I’ve been studying framing ever since I began fighting for re-legalization of cannabis, framing in the concepts and contexts around the ideas we discuss. It’s more than “the idea”; it is all that “the idea” conjures.

For instance, factually speaking, Barack Obama is the president of the United States. But depending on your political frames, he may either be a champion of or a destroyer of American values.

It’s not just politics, though; it is how our brains are configured to see the world.

An elephant is objectively the largest animal on land. But when I say “elephant” to an American, she may conjure “memory,” “circus” and “Republicans” in her imagination—things her experience associates with “elephant.” But if I said “elephant” to an African, he may conjure “strength,” “stampede” and “nuisance.”

In our world, “marijuana” has a frame—“medicine,” “enjoyment” and “prohibition.” But to the mainstream, the frames are “drug,” “hippies” and “illegal.” This leads some to prefer using the term “cannabis,” which in America is almost a blank slate.

The problem is that without knowing what “cannabis” is, we have to explain it to the audience.

For a minute, I’d like you to not think of a clown. What just happened? Did your mind just conjure a clown and perhaps some frames for “clown”—“circus,” “creepy” or “McDonald’s”?

The point is that you cannot negate a frame without activating a frame. The classic example was Richard Nixon’s “I am not a crook.” What did most Americans end up thinking Nixon was? As soon as we say “cannabis is the scientific word for ‘marijuana’” or “’marijuana’ was a racist slang term; it’s properly called cannabis,” we’ve activated the “marijuana” frames we were aiming to avoid.
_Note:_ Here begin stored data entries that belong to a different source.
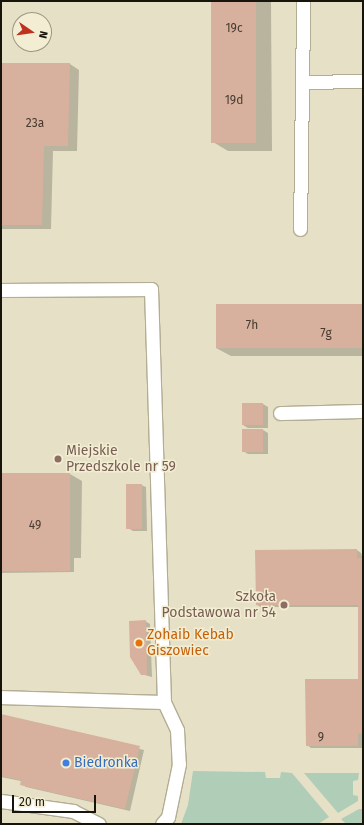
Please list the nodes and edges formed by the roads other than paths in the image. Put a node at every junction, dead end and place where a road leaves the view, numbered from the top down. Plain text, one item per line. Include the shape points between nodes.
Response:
1 (303, 1) edge
2 (363, 81) edge
3 (304, 82) junction
4 (300, 229) dead end
5 (1, 290) edge
6 (363, 411) edge
7 (280, 414) dead end
8 (1, 697) edge
9 (164, 702) junction
10 (1, 801) edge
11 (100, 824) edge
12 (162, 824) edge

1 - 3 lane
2 - 3 lane
3 - 4 lane
5 - 9 lane via 151,289
6 - 7 lane
8 - 9 lane
9 - 12 lane via 177,730 179,764 168,817
10 - 11 lane via 73,811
Worse, we’ve added what I call “fig-leafing” to the frame.

That’s when your audience detects that you’re hiding something you’re ashamed to defend. Like when your local janitor calls himself a “custodial engineer.” On top of it, we’ve subtly insulted the audience by insinuating they’re either dumb for not knowing a proper scientific term or they’re racist for using Mexican slang.

In our history, we’ve tried to re-frame marijuana with some helpful analogies. Our first big success was “medical marijuana.” We got people to think of marijuana as a medicine and for sick and disabled people, at least, marijuana use became acceptable.
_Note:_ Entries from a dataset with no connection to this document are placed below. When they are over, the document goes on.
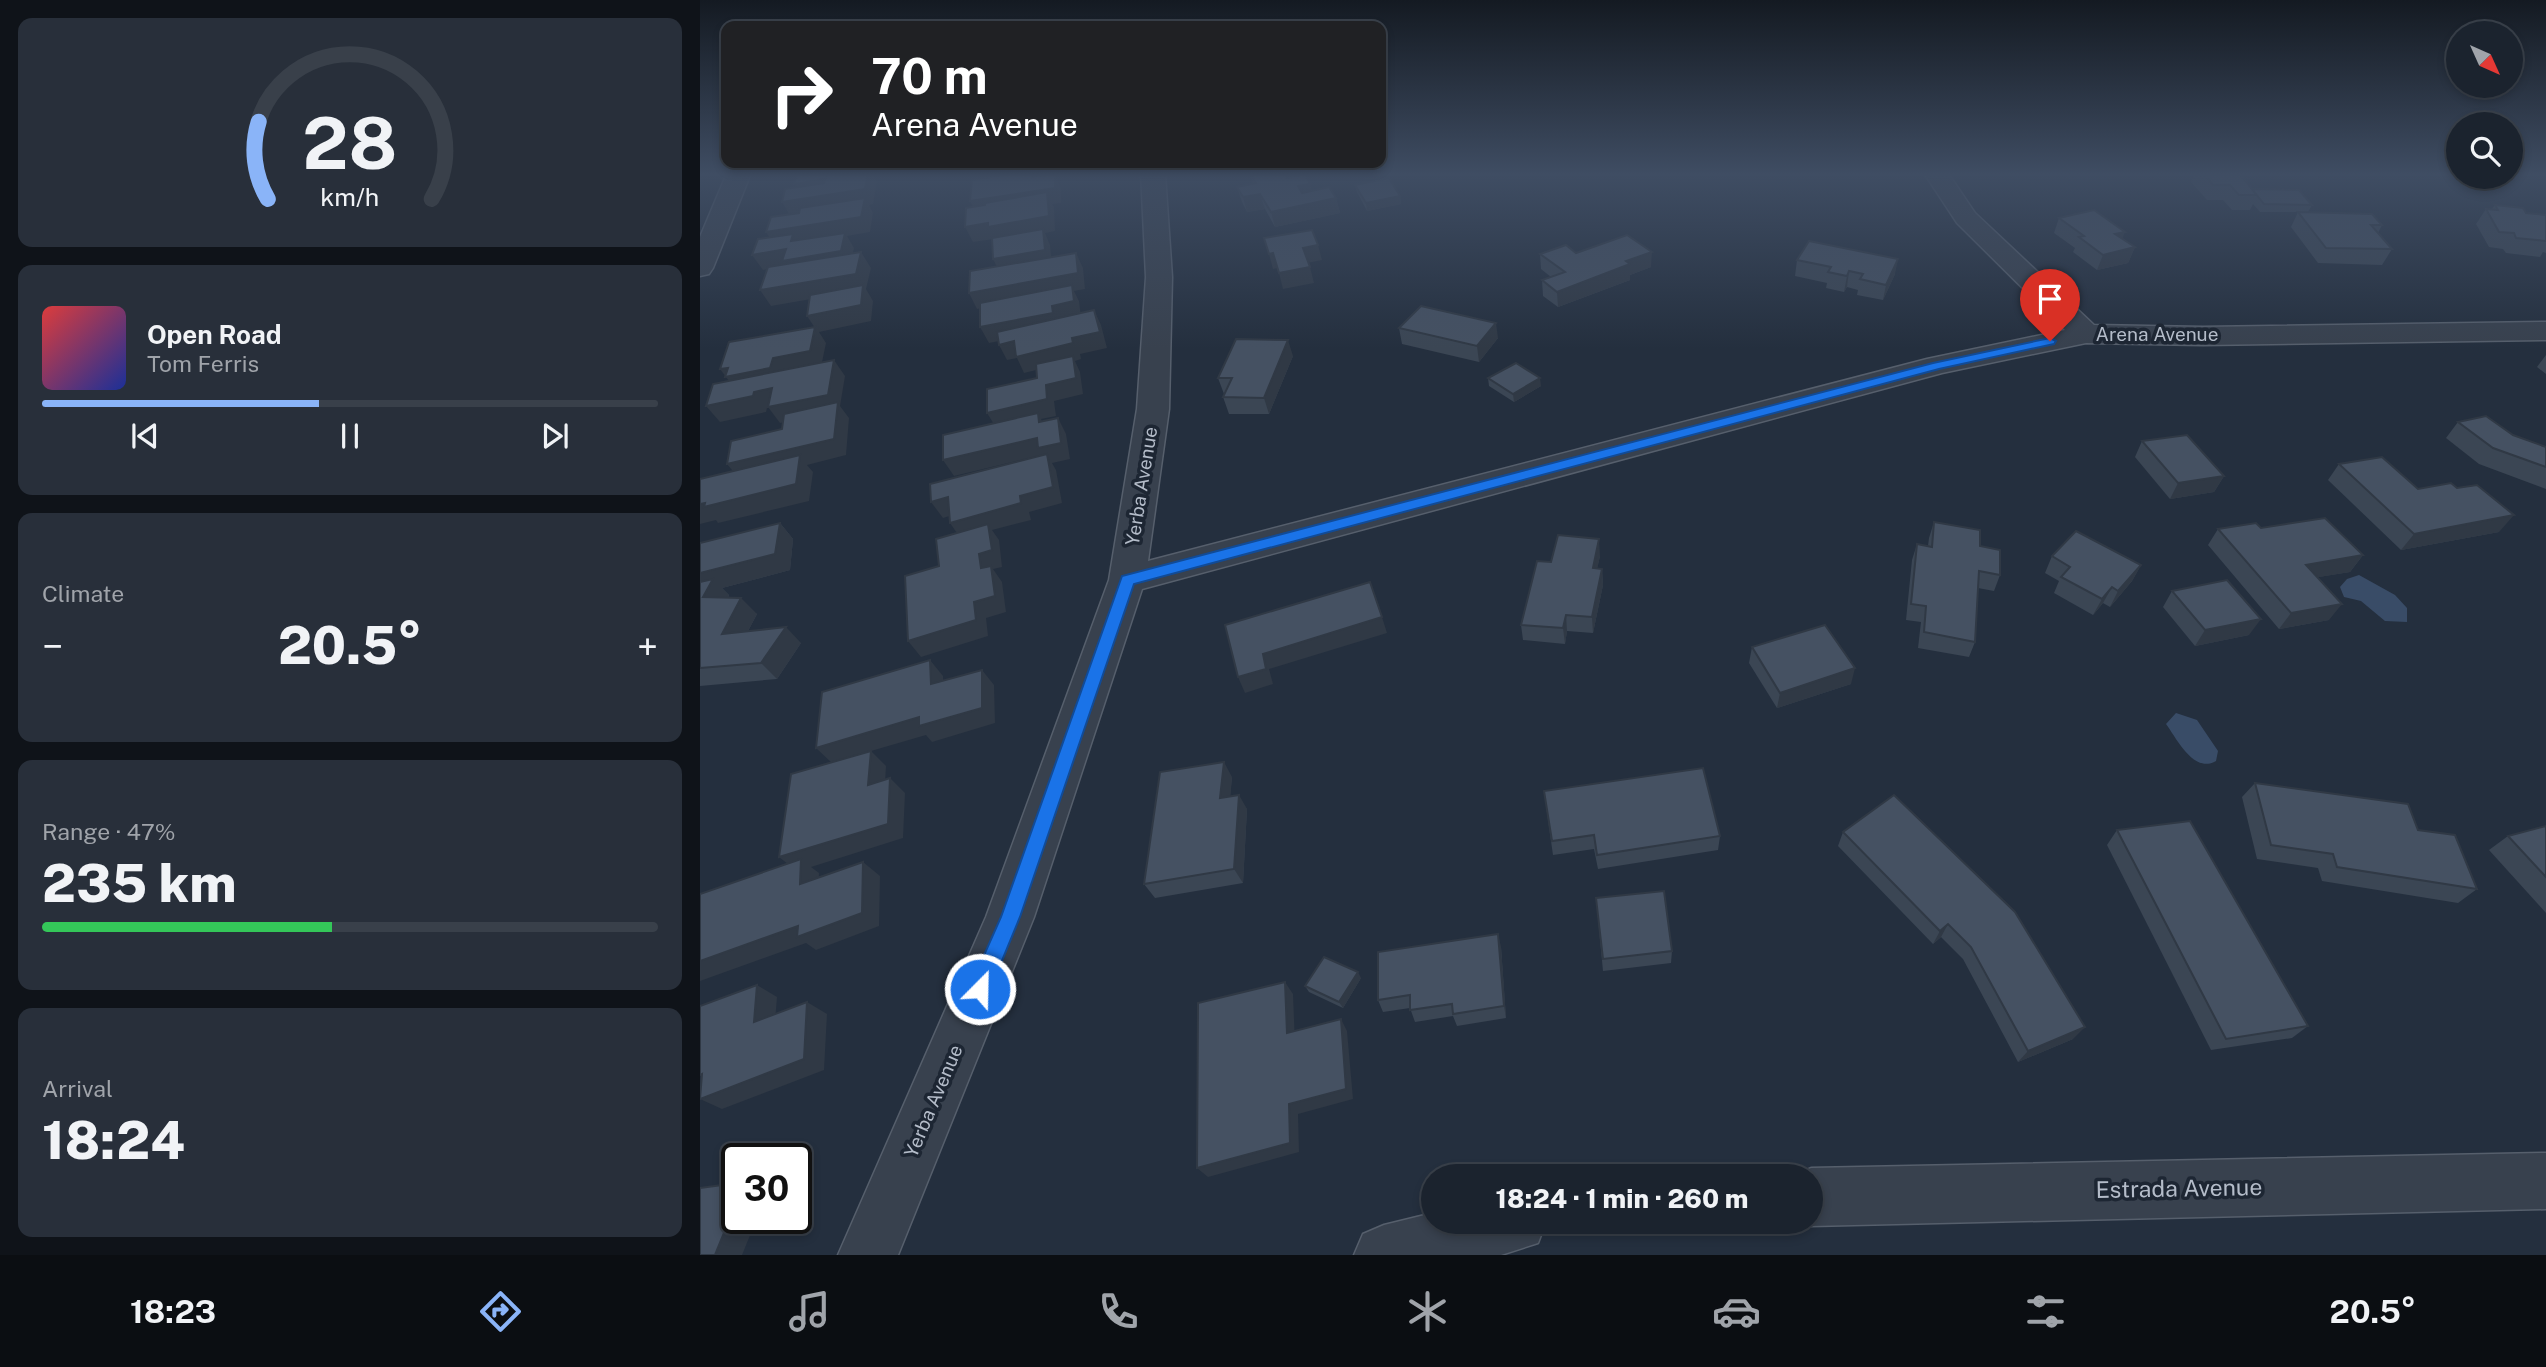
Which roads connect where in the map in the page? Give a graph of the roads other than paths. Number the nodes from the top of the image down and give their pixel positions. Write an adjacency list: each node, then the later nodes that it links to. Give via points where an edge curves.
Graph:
1 (715, 232): 4 (street)
2 (1156, 232): 7 (street, Yerba Avenue, via 1153,409)
3 (1980, 232): 6 (street)
4 (700, 268)
5 (2546, 331): 6 (street, Arena Avenue)
6 (2086, 334): 7 (street, Arena Avenue, via 1938,365)
7 (1127, 580): 11 (street, Yerba Avenue, via 1010,917)
8 (2546, 1181): 9 (street, Estrada Avenue)
9 (1823, 1197)
10 (1469, 1234): 12 (street)
11 (868, 1255)
12 (1384, 1255)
The problem, though, is that “medicine” brings with it certain frames.

“Medicine” requires doctors and prescriptions. Medicine is tightly controlled and inventoried in pharmacies. Medicine is used to alleviate a temporary condition and then no longer used. People who use medicine for the rest of their lives suffer from terrible permanent afflictions. People who use medicine without the proper controls are addicts in search of a high. Medicine is something made in factories, not back yards and closets. As medical marijuana in the Pacific Northwest becomes more restrictive and the latest medical marijuana states allow no home grow and only non-smokable forms of cannabinoids, I sometimes wonder, “What did we expect? We asked society to treat marijuana like medicine, didn’t we?”
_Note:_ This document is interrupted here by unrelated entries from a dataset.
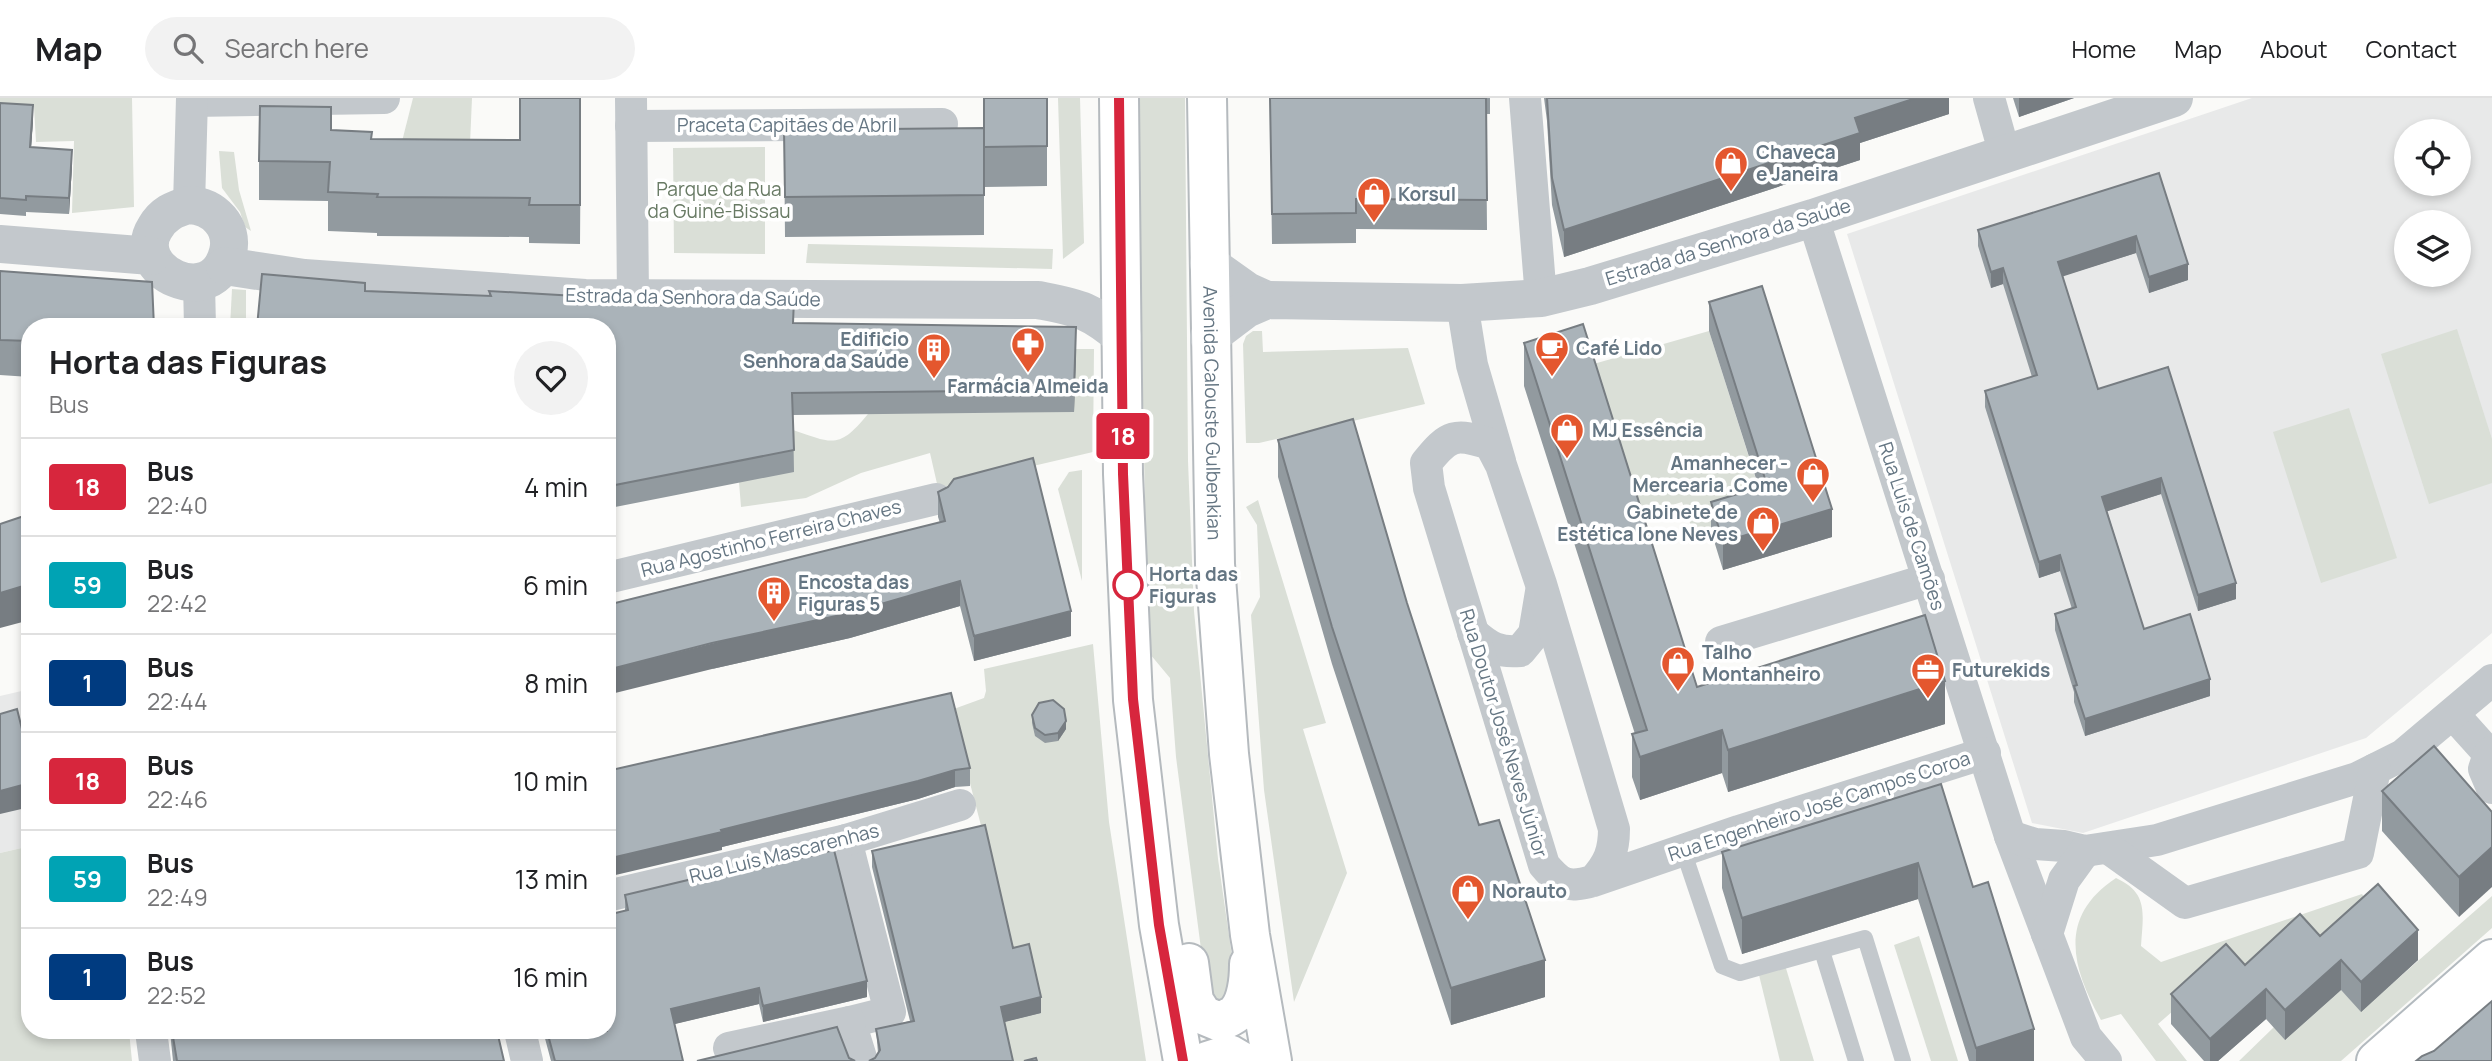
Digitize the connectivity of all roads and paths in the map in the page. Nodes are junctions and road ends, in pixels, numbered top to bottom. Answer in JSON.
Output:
{"nodes":[{"id":1,"x":384,"y":98,"type":"edge"},
{"id":2,"x":1119,"y":98,"type":"edge"},
{"id":3,"x":1207,"y":98,"type":"edge"},
{"id":4,"x":1525,"y":98,"type":"edge"},
{"id":5,"x":1989,"y":98,"type":"edge"},
{"id":6,"x":2175,"y":98,"type":"edge"},
{"id":7,"x":192,"y":100,"type":"edge"},
{"id":8,"x":631,"y":112,"type":"edge"},
{"id":9,"x":942,"y":124,"type":"dead end"},
{"id":10,"x":2005,"y":155,"type":"junction"},
{"id":11,"x":189,"y":205,"type":"junction"},
{"id":12,"x":1812,"y":218,"type":"junction"},
{"id":13,"x":0,"y":244,"type":"edge"},
{"id":14,"x":151,"y":256,"type":"junction"},
{"id":15,"x":1122,"y":264,"type":"junction"},
{"id":16,"x":1209,"y":264,"type":"junction"},
{"id":17,"x":212,"y":274,"type":"junction"},
{"id":18,"x":633,"y":298,"type":"junction"},
{"id":19,"x":1541,"y":298,"type":"junction"},
{"id":20,"x":1038,"y":300,"type":"junction"},
{"id":21,"x":1267,"y":300,"type":"junction"},
{"id":22,"x":1461,"y":303,"type":"junction"},
{"id":23,"x":202,"y":318,"type":"edge"},
{"id":24,"x":1122,"y":337,"type":"junction"},
{"id":25,"x":1209,"y":337,"type":"junction"},
{"id":26,"x":1501,"y":466,"type":"junction"},
{"id":27,"x":936,"y":499,"type":"dead end"},
{"id":28,"x":616,"y":576,"type":"edge"},
{"id":29,"x":1929,"y":579,"type":"junction"},
{"id":30,"x":1541,"y":584,"type":"junction"},
{"id":31,"x":1473,"y":633,"type":"junction"},
{"id":32,"x":1721,"y":642,"type":"dead end"},
{"id":33,"x":2492,"y":680,"type":"edge"},
{"id":34,"x":1571,"y":684,"type":"junction"},
{"id":35,"x":1133,"y":699,"type":"junction"},
{"id":36,"x":1493,"y":699,"type":"junction"},
{"id":37,"x":2453,"y":714,"type":"junction"},
{"id":38,"x":1985,"y":753,"type":"junction"},
{"id":39,"x":2490,"y":753,"type":"edge"},
{"id":40,"x":2375,"y":769,"type":"junction"},
{"id":41,"x":2492,"y":788,"type":"edge"},
{"id":42,"x":960,"y":805,"type":"dead end"},
{"id":43,"x":1614,"y":829,"type":"junction"},
{"id":44,"x":2010,"y":836,"type":"junction"},
{"id":45,"x":846,"y":840,"type":"junction"},
{"id":46,"x":2096,"y":849,"type":"junction"},
{"id":47,"x":1683,"y":850,"type":"junction"},
{"id":48,"x":1653,"y":859,"type":"junction"},
{"id":49,"x":1593,"y":881,"type":"junction"},
{"id":50,"x":616,"y":894,"type":"edge"},
{"id":51,"x":1250,"y":934,"type":"junction"},
{"id":52,"x":2047,"y":934,"type":"junction"},
{"id":53,"x":1822,"y":951,"type":"junction"},
{"id":54,"x":2492,"y":959,"type":"edge"},
{"id":55,"x":2492,"y":998,"type":"edge"},
{"id":56,"x":850,"y":1022,"type":"junction"},
{"id":57,"x":152,"y":1039,"type":"edge"},
{"id":58,"x":522,"y":1039,"type":"edge"},
{"id":59,"x":729,"y":1048,"type":"dead end"},
{"id":60,"x":155,"y":1061,"type":"edge"},
{"id":61,"x":527,"y":1061,"type":"edge"},
{"id":62,"x":862,"y":1061,"type":"edge"},
{"id":63,"x":1183,"y":1061,"type":"edge"},
{"id":64,"x":1207,"y":1061,"type":"edge"},
{"id":65,"x":1241,"y":1061,"type":"edge"},
{"id":66,"x":1272,"y":1061,"type":"edge"},
{"id":67,"x":1856,"y":1061,"type":"edge"},
{"id":68,"x":1903,"y":1061,"type":"edge"},
{"id":69,"x":2106,"y":1061,"type":"edge"},
{"id":70,"x":2376,"y":1061,"type":"edge"},
{"id":71,"x":2420,"y":1061,"type":"edge"}],
"edges":[{"from":1,"to":7,"type":"street"},
{"from":2,"to":15,"type":"main road"},
{"from":3,"to":16,"type":"main road","name":"Avenida Calouste Gulbenkian"},
{"from":4,"to":19,"type":"street"},
{"from":5,"to":10,"type":"street"},
{"from":6,"to":10,"type":"street","name":"Estrada da Senhora da Saúde"},
{"from":7,"to":11,"type":"street"},
{"from":8,"to":9,"type":"street","name":"Praceta Capitães de Abril"},
{"from":8,"to":18,"type":"street"},
{"from":10,"to":12,"type":"street","name":"Estrada da Senhora da Saúde"},
{"from":11,"to":14,"type":"street"},
{"from":11,"to":17,"type":"street"},
{"from":12,"to":19,"type":"street","name":"Estrada da Senhora da Saúde"},
{"from":12,"to":29,"type":"street","name":"Rua Luís de Camões"},
{"from":13,"to":14,"type":"street"},
{"from":14,"to":17,"type":"street"},
{"from":15,"to":20,"type":"street"},
{"from":15,"to":24,"type":"main road"},
{"from":16,"to":21,"type":"street"},
{"from":16,"to":25,"type":"main road","name":"Avenida Calouste Gulbenkian"},
{"from":17,"to":18,"type":"street","name":"Estrada da Senhora da Saúde"},
{"from":17,"to":23,"type":"street"},
{"from":18,"to":20,"type":"street","name":"Estrada da Senhora da Saúde"},
{"from":19,"to":22,"type":"street","name":"Estrada da Senhora da Saúde"},
{"from":20,"to":24,"type":"street"},
{"from":21,"to":22,"type":"street","name":"Estrada da Senhora da Saúde"},
{"from":21,"to":25,"type":"street"},
{"from":22,"to":26,"type":"street","name":"Rua Doutor José Neves Júnior"},
{"from":24,"to":35,"type":"main road"},
{"from":25,"to":51,"type":"main road","name":"Avenida Calouste Gulbenkian"},
{"from":26,"to":30,"type":"street","name":"Rua Doutor José Neves Júnior"},
{"from":26,"to":31,"type":"street","name":"Rua Doutor José Neves Júnior"},
{"from":27,"to":28,"type":"street","name":"Rua Agostinho Ferreira Chaves"},
{"from":29,"to":32,"type":"street"},
{"from":29,"to":38,"type":"street","name":"Rua Luís de Camões"},
{"from":30,"to":31,"type":"street"},
{"from":30,"to":34,"type":"street","name":"Rua Doutor José Neves Júnior"},
{"from":31,"to":36,"type":"street","name":"Rua Doutor José Neves Júnior"},
{"from":33,"to":37,"type":"street"},
{"from":34,"to":36,"type":"street"},
{"from":34,"to":43,"type":"street","name":"Rua Doutor José Neves Júnior"},
{"from":35,"to":51,"type":"main road"},
{"from":35,"to":63,"type":"main road"},
{"from":36,"to":49,"type":"street","name":"Rua Doutor José Neves Júnior"},
{"from":37,"to":39,"type":"street"},
{"from":37,"to":40,"type":"street"},
{"from":38,"to":44,"type":"street","name":"Rua Luís de Camões"},
{"from":38,"to":47,"type":"street","name":"Rua Engenheiro José Campos Coroa"},
{"from":39,"to":41,"type":"street"},
{"from":40,"to":46,"type":"street"},
{"from":40,"to":46,"type":"street"},
{"from":42,"to":45,"type":"street","name":"Rua Luís Mascarenhas"},
{"from":43,"to":48,"type":"street"},
{"from":43,"to":49,"type":"street","name":"Rua Doutor José Neves Júnior"},
{"from":44,"to":46,"type":"street"},
{"from":44,"to":52,"type":"street","name":"Rua Luís de Camões"},
{"from":45,"to":50,"type":"street","name":"Rua Luís Mascarenhas"},
{"from":45,"to":56,"type":"street"},
{"from":46,"to":52,"type":"street"},
{"from":47,"to":48,"type":"street","name":"Rua Engenheiro José Campos Coroa"},
{"from":47,"to":53,"type":"lane"},
{"from":48,"to":49,"type":"street","name":"Rua Engenheiro José Campos Coroa"},
{"from":51,"to":66,"type":"main road","name":"Avenida Calouste Gulbenkian"},
{"from":52,"to":69,"type":"street","name":"Rua Luís de Camões"},
{"from":53,"to":67,"type":"lane"},
{"from":53,"to":68,"type":"lane"},
{"from":54,"to":70,"type":"main road"},
{"from":55,"to":71,"type":"main road"},
{"from":56,"to":59,"type":"street"},
{"from":56,"to":62,"type":"street"},
{"from":57,"to":60,"type":"street"},
{"from":58,"to":61,"type":"street"},
{"from":64,"to":65,"type":"main road"}]}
Our latest success with framing has been “marijuana is safer than alcohol.” This re-framing began as polls in the 2000’s showed that knowing marijuana is a safer substance was the greatest predictor of someone’s support for marijuana legalization. But the problem is that we bring all the alcohol frames into the mix—“out of control,” “drunk driving” and “party,” among others—and now the public wants to know where the marijuana breathalyzer is to stop all the out-of-control stoned drivers leaving the party.

“Treat it like tomatoes” is another attempt at re-framing marijuana. The idea to return marijuana to its status as a plant is noble, but the framing is awful. “Tomatoes” are a ubiquitous fruit found as an ingredient or garnish in many foods, and anyone who’s planted them in a backyard garden knows you quickly have far more than you could possibly eat.

What tomatoes don’t do is get you high. You use “treat marijuana like tomatoes” in the mainstream, and they envision a world so overrun with marijuana that it’s found in every grocery store and farmer’s market and their kids can hop any neighbor’s backyard fence, pluck some buds and get high at school.

Maybe it is time we start asking people to treat marijuana like marijuana. It’s not medicine; it’s not so potentially harmful to the consumer that it needs such strict controls. It’s not alcohol; it’s not so dangerous to society that it needs vigilant policing. It’s not tomatoes; it’s not so innocuous to consumers and society that it requires no controls and no policing.